Replacing Network Information Services (NIS)
Traditional Linux and UNIX organizations have long since recognized the need for a centralized service to store usernames and group names in an organization. One of the earlier efforts for a centralized identity store was the Network Information Service (NIS). NIS allows systems administrator to provision a central server to store /etc/passwd and /etc/group files. All cooperating UNIX machines access the NIS server whenever a user logs into them. Although NIS provides for centralized storage of user accounts, many companies find it useful and/or necessary to run multiple NIS servers.
In spite of some early success, the use of NIS is declining. NIS has security weaknesses that are considered unacceptable by modern standards. Additionally, Microsoft Windows does not support NIS and, as such, it cannot be used for all authentication purposes.

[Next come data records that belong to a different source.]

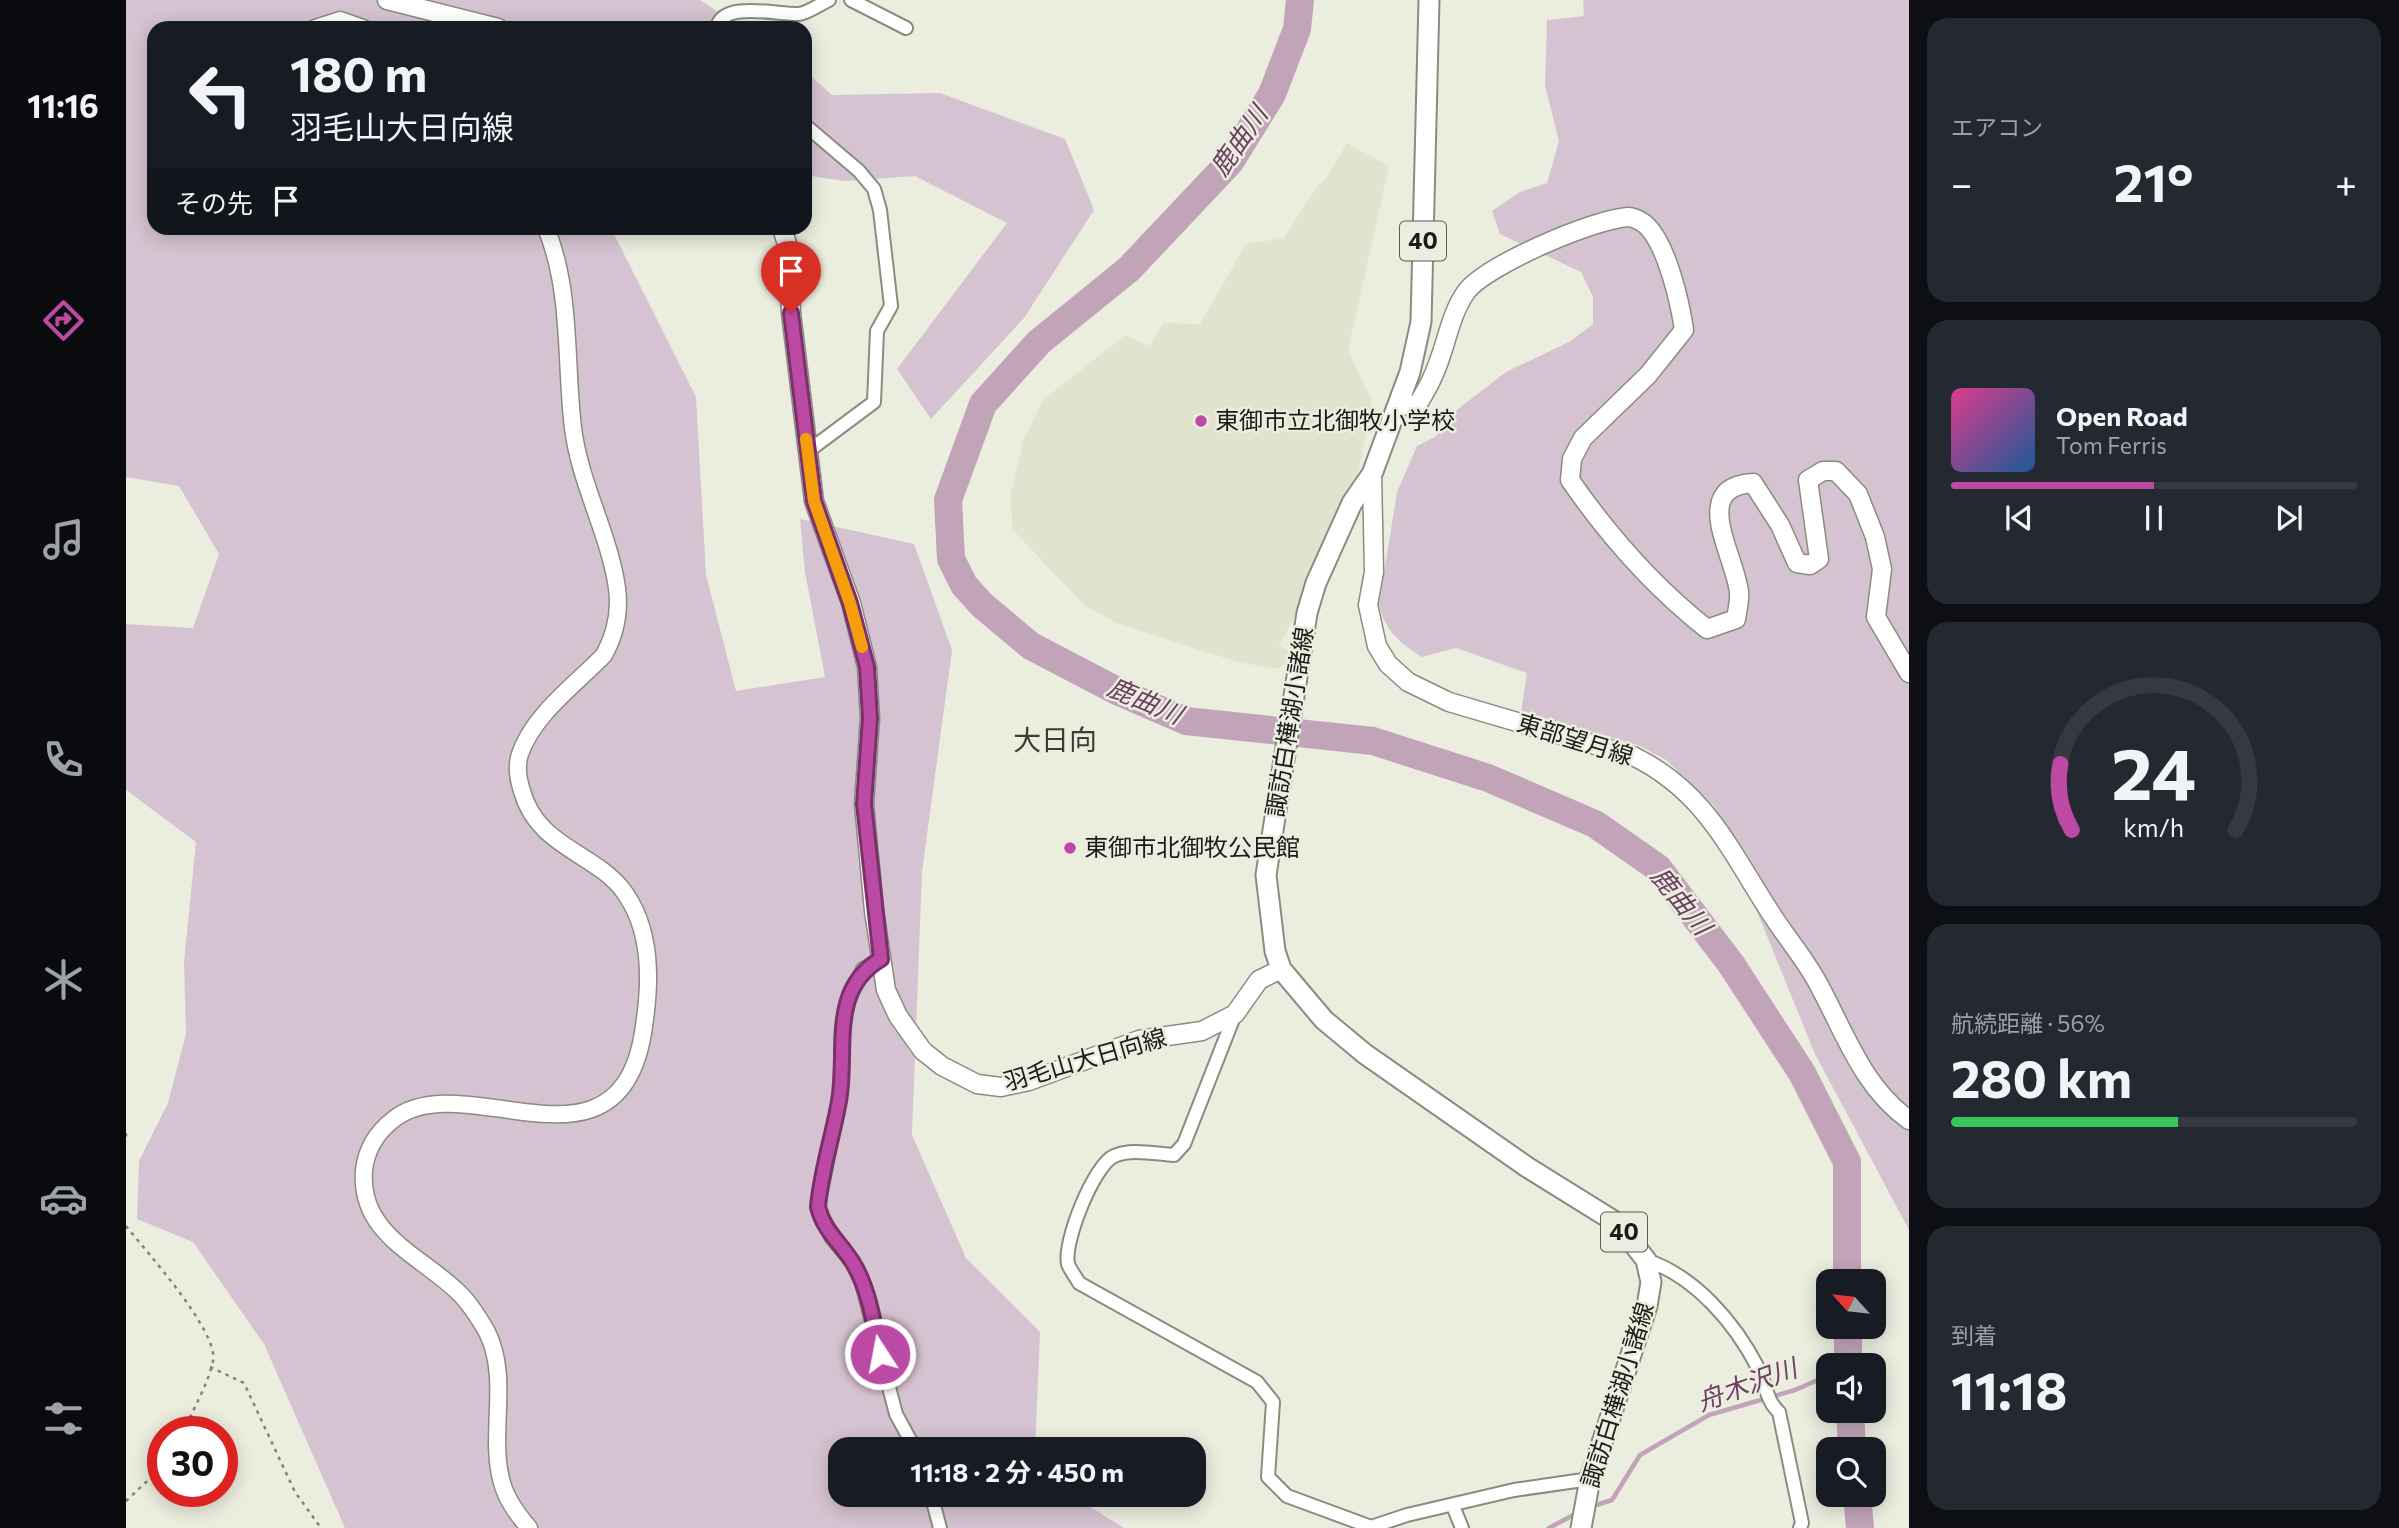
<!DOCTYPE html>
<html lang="ja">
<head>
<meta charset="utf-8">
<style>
	:root { --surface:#171b24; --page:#242831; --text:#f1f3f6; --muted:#9ea1a6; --line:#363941; --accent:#bc4aa5 }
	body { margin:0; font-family:Commissioner,"Noto Sans JP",sans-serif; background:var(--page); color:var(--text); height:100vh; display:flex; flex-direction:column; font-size:26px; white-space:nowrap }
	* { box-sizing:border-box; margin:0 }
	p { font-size:23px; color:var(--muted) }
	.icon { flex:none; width:38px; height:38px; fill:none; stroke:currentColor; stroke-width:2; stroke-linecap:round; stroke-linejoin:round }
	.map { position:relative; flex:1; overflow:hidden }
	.drawer { display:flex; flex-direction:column; gap:18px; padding:18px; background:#0d0f14; width:490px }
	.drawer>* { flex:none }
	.hud { position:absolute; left:21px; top:21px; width:665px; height:214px; border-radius:21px; box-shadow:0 4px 18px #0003; background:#171b24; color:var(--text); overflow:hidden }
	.needle { width:46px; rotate:297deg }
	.buttons { position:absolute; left:1690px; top:1269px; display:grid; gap:14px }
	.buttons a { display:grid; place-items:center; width:70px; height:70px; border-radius:14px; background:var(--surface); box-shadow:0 4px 18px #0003; font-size:35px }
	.speed { position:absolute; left:21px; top:1416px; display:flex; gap:14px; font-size:35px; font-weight:700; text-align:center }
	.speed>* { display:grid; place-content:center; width:91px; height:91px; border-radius:50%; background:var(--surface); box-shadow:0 4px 18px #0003; line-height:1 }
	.speed .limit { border:10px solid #d22; background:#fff; color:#111 }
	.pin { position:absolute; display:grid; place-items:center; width:60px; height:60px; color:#fff; margin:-72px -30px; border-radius:50% 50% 50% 0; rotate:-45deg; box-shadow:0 0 7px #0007 }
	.pin .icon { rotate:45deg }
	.me { position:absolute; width:77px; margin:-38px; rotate:349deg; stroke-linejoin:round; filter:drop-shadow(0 0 5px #0008) }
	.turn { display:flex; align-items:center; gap:24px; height:147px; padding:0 28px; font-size:32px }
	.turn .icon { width:91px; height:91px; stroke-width:2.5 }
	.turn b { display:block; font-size:49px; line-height:60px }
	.then { display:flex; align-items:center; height:66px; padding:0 28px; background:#0003; gap:14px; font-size:26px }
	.big { font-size:52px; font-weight:700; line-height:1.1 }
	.drawer .tile { flex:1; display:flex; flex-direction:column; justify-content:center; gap:10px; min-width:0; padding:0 24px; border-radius:21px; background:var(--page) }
	.drawer .dial { align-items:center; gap:0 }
	.dial svg { height:182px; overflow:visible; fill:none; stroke:var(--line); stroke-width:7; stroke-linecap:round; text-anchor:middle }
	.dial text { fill:var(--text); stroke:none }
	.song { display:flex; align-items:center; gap:21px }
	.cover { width:84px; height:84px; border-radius:10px; background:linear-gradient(135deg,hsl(330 70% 55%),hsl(210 70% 35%)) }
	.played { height:7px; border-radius:4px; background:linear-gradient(90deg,var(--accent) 50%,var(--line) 50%) }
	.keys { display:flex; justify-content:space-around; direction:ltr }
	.heat { display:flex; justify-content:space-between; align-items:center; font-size:38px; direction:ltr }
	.charge { height:10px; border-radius:5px; background:linear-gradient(90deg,#34c759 56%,var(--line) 0) }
	.trip { position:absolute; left:702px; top:1437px; width:378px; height:70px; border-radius:21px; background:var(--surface); box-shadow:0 4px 18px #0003; font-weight:700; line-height:70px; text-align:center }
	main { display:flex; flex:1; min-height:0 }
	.dock { display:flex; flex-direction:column; width:126px; justify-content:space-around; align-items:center; background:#090b0e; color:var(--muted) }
	.dock .icon { width:49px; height:49px }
	.dock .selected { color:var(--accent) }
	.dock b { font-size:32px; color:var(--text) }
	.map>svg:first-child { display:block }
	.built { fill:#e1e3ce }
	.green { fill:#d6c3d1 }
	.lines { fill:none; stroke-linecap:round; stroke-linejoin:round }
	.stream { stroke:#c2a4b9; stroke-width:4.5 }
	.river { stroke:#c2a4b9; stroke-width:28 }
	.minor-casing { stroke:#8b8c7f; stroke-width:16 }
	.tertiary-casing { stroke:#8b8c7f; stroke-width:19 }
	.secondary-casing { stroke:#8b8c7f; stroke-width:21 }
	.primary-casing { stroke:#8b8c7f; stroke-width:23 }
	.path { stroke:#82837a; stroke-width:2.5; stroke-dasharray:3.5 5; stroke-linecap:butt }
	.minor { stroke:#fff; stroke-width:12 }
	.tertiary { stroke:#fff; stroke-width:16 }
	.secondary { stroke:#fff; stroke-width:18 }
	.primary { stroke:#fff; stroke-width:19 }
	.route-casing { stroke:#7a306b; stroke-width:18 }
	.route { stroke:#bc4aa5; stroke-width:12 }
	.slow { stroke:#f59e0b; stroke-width:12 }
	.poi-dot { fill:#bc4aa5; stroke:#ebeddf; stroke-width:2.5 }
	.labels { text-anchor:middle; stroke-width:5; stroke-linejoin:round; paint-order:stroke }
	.shield { fill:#ebeddf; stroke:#5a5b53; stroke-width:2 }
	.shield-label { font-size:23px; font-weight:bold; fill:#1c1c17 }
	.poi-label { font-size:24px; fill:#1c1c17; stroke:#ebeddf; text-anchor:start }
	.street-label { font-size:24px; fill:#1c1c17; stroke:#ebeddf }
	.water-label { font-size:26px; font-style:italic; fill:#6b4061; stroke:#ebeddf }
	.quarter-label { font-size:28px; fill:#3c3d32; stroke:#ebeddf }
</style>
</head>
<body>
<main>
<nav class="dock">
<b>11:16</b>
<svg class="icon selected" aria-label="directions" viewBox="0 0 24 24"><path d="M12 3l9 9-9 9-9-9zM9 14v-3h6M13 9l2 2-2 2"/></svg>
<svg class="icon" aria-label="music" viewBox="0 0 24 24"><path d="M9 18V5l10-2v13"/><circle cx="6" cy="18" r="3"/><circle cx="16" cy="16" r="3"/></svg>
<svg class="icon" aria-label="phone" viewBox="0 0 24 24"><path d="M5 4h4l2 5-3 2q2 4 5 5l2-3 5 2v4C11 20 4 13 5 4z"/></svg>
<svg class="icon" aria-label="climate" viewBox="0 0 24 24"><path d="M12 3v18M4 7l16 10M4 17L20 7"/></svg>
<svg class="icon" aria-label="car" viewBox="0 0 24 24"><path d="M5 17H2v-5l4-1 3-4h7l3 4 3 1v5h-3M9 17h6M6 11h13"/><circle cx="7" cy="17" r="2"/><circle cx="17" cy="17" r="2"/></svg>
<svg class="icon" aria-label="filters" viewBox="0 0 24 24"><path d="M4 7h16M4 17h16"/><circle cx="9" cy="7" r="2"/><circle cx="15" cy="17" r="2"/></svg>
</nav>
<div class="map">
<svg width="1783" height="1528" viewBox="0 0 1783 1528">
	<rect width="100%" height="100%" fill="#ebeddf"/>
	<polygon class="built" points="1221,143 1263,166 1222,350 1246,401 1232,473 1181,583 1172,610 1153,646 1166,652 1164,659 1152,669 1111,662 991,623 959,606 886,529 885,494 897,441 917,400 999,335 1024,346 1037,323 1074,324 1120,244 1158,238 1191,186 1199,180"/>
	<g class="green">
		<polygon points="0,0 574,0 617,28 28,28 28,228 496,228 488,234 570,397 580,575 610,691 699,677 679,572 674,519 788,544 826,650 796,872 786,1135 840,1258 914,1332 909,1449 714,1449 714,1494 945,1495 998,1528 219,1528 138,1344 67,1242 11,1219 13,1161 42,1103 60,1034 58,962 70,842 0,790 0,624 67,628 93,554 53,486 0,477"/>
		<path d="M 1457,0 L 1783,0 L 1783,1230 L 1689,1054 L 1588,806 L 1540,760 L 1512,745 L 1395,712 L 1401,673 L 1330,648 L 1296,657 C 1274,643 1259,631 1253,605 L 1271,492 L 1291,446 L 1309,437 L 1323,416 L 1380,372 L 1445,341 L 1467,324 L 1467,297 L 1455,272 L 1374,234 L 1366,211 L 1394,192 L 1421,183 L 1433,141 L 1419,86 L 1421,20 L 1458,16 Z"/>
		<polygon points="679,71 706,95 814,93 939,139 968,210 898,318 805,419 771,369 881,223 789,176 718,181 679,175"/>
	</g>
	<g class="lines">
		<g class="stream">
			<polyline points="1464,1507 1486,1500 1514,1455 1583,1415 1669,1390 1703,1375"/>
			<polyline points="1423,1528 1453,1512"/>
		</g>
		<g class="river">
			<polyline points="1174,0 1171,29 1146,94 1104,162 1003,269 913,342 857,404 822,500 825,559 838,585 856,605 905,646 993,692 1060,721 1247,741 1362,778 1469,824 1532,868 1605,964 1676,1073 1721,1162 1721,1281"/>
			<polyline points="1722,1326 1722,1365"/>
			<polyline points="1724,1410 1726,1449"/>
			<polyline points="1731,1494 1734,1528"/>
		</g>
		<defs>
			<g id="minor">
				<polyline points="725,0 780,28"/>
				<path d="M 591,28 C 596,0 652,15 673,14 C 682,13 694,4 703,0"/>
				<polyline points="679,125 733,171 748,189 754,210 765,306 751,331 748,402 681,452"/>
				<polyline points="755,959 737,969 722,1000 716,1032 714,1096 692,1207 705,1237 726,1262 735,1280 770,1414 789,1449"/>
				<path d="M 1109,1014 L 1058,1144 L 1048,1155 C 1030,1154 1005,1148 988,1156 C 968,1165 937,1242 942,1264 C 944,1270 950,1277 953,1283 L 1131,1382 L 1147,1402 L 1142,1477 L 1161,1496 L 1245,1527 L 1281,1515 L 1388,1490 L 1464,1479"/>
				<path d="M 1520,1260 C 1569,1276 1609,1323 1632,1368 C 1640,1383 1640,1401 1653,1412 L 1676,1523 L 1674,1528"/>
				<polyline points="805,1494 814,1528"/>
				<polyline points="1327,1506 1336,1528"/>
			</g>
			<g id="tertiary">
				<polyline points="189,28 214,20 237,28"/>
				<path d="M 403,1528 C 392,1515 382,1502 377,1486 C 361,1437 385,1380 361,1332 C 353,1318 344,1303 332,1292 C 294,1255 233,1234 238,1171 C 240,1149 251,1132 268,1119 C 339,1063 496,1191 518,1026 C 525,980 526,928 496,889 C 466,852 411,846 396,791 C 392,779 390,766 394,754 C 407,715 450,684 478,655 C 489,635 494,611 491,588 C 483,533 454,484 447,428 C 439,362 446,291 420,228"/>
			</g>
			<g id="secondary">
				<polyline points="261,0 372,28"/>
				<polyline points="656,228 661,244 665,313 688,501 725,603 741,667 744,718 738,804 748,911 760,990 772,1016 797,1051 816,1066 851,1084 875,1087 903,1081 1013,1040 1076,1031 1109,1014 1133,980 1155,969"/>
				<path d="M 1272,406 L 1292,404 C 1297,395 1303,386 1307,376 C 1320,349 1323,316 1340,292 C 1360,265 1468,219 1502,217 C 1508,217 1517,222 1521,226 C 1541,246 1554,302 1558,330 L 1522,375 L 1457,438 L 1446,459 L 1444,480 C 1482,535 1528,587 1581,629 L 1610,619 C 1611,611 1614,601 1613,592 C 1609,555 1563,487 1627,483 L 1654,525 L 1671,563 L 1684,565 L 1693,559 L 1682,480 L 1697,471 L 1710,471 L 1732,494 L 1749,537 L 1756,569 L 1750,617 L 1783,673"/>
				<path d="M 1246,474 L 1248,572 L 1242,605 L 1251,646 L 1262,664 L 1282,682 L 1323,702 L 1507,756 C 1581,792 1605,853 1648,918 C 1663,941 1683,964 1695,989 C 1720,1036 1738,1088 1783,1120"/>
			</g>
			<polyline id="primary" points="1303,0 1295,322 1284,372 1246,474 1226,503 1190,583 1181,613 1140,875 1149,951 1155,969 1198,1020 1239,1054 1401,1167 1491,1223 1520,1260 1525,1282 1521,1306 1464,1479 1455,1528"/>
		</defs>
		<use href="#minor" class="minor-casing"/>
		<use href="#tertiary" class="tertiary-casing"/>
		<use href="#secondary" class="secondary-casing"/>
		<use href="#primary" class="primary-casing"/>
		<g class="path">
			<polyline points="0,1133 0,1138"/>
			<path d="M 0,1226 C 20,1251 93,1332 87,1361 C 82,1384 67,1410 57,1432"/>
			<polyline points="84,1367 118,1383 169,1492 195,1528"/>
			<polyline points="0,1501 37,1466"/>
		</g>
		<use href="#minor" class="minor"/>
		<use href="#tertiary" class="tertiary"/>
		<use href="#secondary" class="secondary"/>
		<use href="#primary" class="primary"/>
	</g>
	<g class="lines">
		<defs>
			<path id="route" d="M 665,313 L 688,501 L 724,603 L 741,667 L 744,718 L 738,804 L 755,959 C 702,990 722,1051 713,1101 C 707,1136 695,1171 692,1207 C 698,1231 714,1242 727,1263 C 743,1289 748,1324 754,1354"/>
		</defs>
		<use href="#route" class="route-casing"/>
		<use href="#route" class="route"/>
		<polyline class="slow" points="680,439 688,501 724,603 736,647"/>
	</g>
	<g class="poi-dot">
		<circle cx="1075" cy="421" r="7"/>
		<circle cx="944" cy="848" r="7"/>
	</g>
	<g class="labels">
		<g class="shield">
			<rect x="1274" y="221.5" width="46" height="39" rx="5"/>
			<rect x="1475" y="1212.5" width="46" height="39" rx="5"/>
		</g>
		<g class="shield-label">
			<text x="1297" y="249">40</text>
			<text x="1498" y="1240">40</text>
		</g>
		<g class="poi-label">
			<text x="1089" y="429">東御市立北御牧小学校</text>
			<text x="958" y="856">東御市北御牧公民館</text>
		</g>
		<g class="street-label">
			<text transform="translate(1164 722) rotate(-81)" y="8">諏訪白樺湖小諸線</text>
			<text transform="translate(1449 740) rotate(17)" y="8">東部望月線</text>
			<text transform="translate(959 1060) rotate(-16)" y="8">羽毛山大日向線</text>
			<text transform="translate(1492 1395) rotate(-73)" y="8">諏訪白樺湖小諸線</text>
		</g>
		<g class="water-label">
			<text transform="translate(1113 141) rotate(-55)" y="9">鹿曲川</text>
			<text transform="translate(1019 701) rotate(23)" y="9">鹿曲川</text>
			<text transform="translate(1555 901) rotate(51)" y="9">鹿曲川</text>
			<text transform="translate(1621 1385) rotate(-20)" y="9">舟木沢川</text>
		</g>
		<g class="quarter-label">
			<text x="929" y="750">大日向</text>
		</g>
	</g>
</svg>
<div class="buttons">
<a><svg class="needle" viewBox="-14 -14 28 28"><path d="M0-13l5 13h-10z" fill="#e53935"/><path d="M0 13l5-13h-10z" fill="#9ea1a6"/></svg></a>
<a><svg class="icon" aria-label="sound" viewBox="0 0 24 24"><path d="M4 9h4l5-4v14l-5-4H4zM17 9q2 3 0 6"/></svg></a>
<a><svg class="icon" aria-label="search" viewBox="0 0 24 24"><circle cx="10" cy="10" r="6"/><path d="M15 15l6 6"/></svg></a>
</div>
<div class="speed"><div class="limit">30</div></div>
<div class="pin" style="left:665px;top:313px;background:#d93025"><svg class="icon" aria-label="arrive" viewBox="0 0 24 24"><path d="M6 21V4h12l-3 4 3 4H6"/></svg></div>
<svg class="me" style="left:754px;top:1354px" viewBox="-20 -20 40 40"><circle r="17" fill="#bc4aa5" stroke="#fff" stroke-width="3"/><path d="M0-11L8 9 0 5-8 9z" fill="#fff"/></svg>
<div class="trip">11:18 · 2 分 · 450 m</div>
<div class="hud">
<div class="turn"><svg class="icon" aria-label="left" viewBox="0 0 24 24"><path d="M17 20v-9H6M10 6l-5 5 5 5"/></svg><div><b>180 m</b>羽毛山大日向線</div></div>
<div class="then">その先<svg class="icon" aria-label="arrive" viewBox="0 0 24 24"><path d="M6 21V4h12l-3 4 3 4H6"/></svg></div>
</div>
</div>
<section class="drawer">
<div class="tile"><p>エアコン</p>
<div class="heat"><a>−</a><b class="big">21°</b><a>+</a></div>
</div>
<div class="tile">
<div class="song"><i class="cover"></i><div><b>Open Road</b><p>Tom Ferris</p></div></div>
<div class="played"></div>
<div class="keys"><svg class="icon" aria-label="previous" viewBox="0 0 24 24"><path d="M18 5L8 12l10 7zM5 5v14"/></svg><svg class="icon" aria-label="pause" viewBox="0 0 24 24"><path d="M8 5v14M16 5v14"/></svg><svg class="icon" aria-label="next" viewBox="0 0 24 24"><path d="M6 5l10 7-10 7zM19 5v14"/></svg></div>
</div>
<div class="tile dial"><svg viewBox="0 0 100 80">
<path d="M14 69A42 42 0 1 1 86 69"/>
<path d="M14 69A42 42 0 0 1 9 40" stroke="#bc4aa5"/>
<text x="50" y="56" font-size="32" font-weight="700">24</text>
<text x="50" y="72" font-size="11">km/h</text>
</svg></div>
<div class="tile"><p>航続距離 · 56%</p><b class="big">280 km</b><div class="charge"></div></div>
<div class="tile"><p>到着</p><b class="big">11:18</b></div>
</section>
</main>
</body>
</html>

Solutions that aim to replace NIS (for example, Likewise Enterprise) must provide better security, support for multiple operating systems and an easy migration path from one or more NIS servers. Additionally, because multiple NIS servers can result in a single user being mapped to multiple user and group IDs, any NIS replacement must also be able to provide this feature.
Likewise Cell Technology
Likewise Enterprise solves this one-to-many ID mapping for a user by defining the notion of a Cell. A Likewise Cell is a grouping of Linux/UNIX computers where an Active Directory user will be mapped to a specific UNIX profile. Likewise Enterprise associates Cells with AD organizational units (OUs). Linux/UNIX computers that are joined to a particular OU that is associated with a Cell are said to be members of the Cell.
Creating a Cell
To associate a Likewise Enterprise Cell with an Active Directory organizational unit, the AD administrator downloads and installs the Likewise Enterprise Management Tools. These tools add a set of extensions to the Active Directory Users and Computers snap-in. When the administrator selects the target organizational unit object and clicks on Properties, a new property page, Likewise Settings, is now available. The administrator then clicks on the button that says "Enable OU for Cell Access". Once this is done, a Likewise Cell is created and associated with the target organizational unit.
Adding a Linux/UNIX Computer to the Cell
In order for a Linux/UNIX computer to participate in the AD-to-UNIX-profile specified by a Cell, the computer must be joined to the AD OU with which the cell is associated. This OU can be specified during the join process or can be specified, in Windows, by using the Active Directory Users and Computers snap-in to create or to move the computer account in/to the appropriate OU.
Allowing an AD User to Access a Linux/UNIX Computer in a Cell
Before an AD user can access a Linux/UNIX computer, the user must be enabled in the Cell to which the computer belongs. Again, the Likewise Settings property page in Active Directory Users and Computers is used to do this. When the administrator enables an AD user to access a cell, the administrator provides the required UNIX settings for the user (a User ID, a primary Group ID, etc.) These settings will only apply when the user accesses a computer in that specific cell. From this point, when the selected user logs into any Linux or UNIX computer that is contained within the target organizational unit, he or she is assigned the specific properties that were set for this user within the cell.
Migrating NIS Servers to Likewise Enterprise
Likewise Software provides a migration tool to facilitate the migration of user accounts from NIS to Likewise Enterprise. This tool can import NIS maps and associate Linux/UNIX users with existing AD user accounts. The migration tool can automatically create Likewise Enterprise Cells to contain the ID mapping information previously stored in the NIS server.
Other Uses for Likewise Enterprise Cells
Although Cells are useful for migrating NIS server maps to Likewise Enterprise, there are other valuable uses for Cells, too. A Cell is, essentially, a custom mapping of an AD-user to a set of UNIX attributes. Cells are useful anytime that we want to vary a user’s UNIX attributes according to which machine he or she is connecting. For example, Cells can be used to provide users with different primary and second group memberships on different machines. This can be used as a basis for "role-based access control". A user can be configured to be part of the oracleadmins group in one Cell but not in another.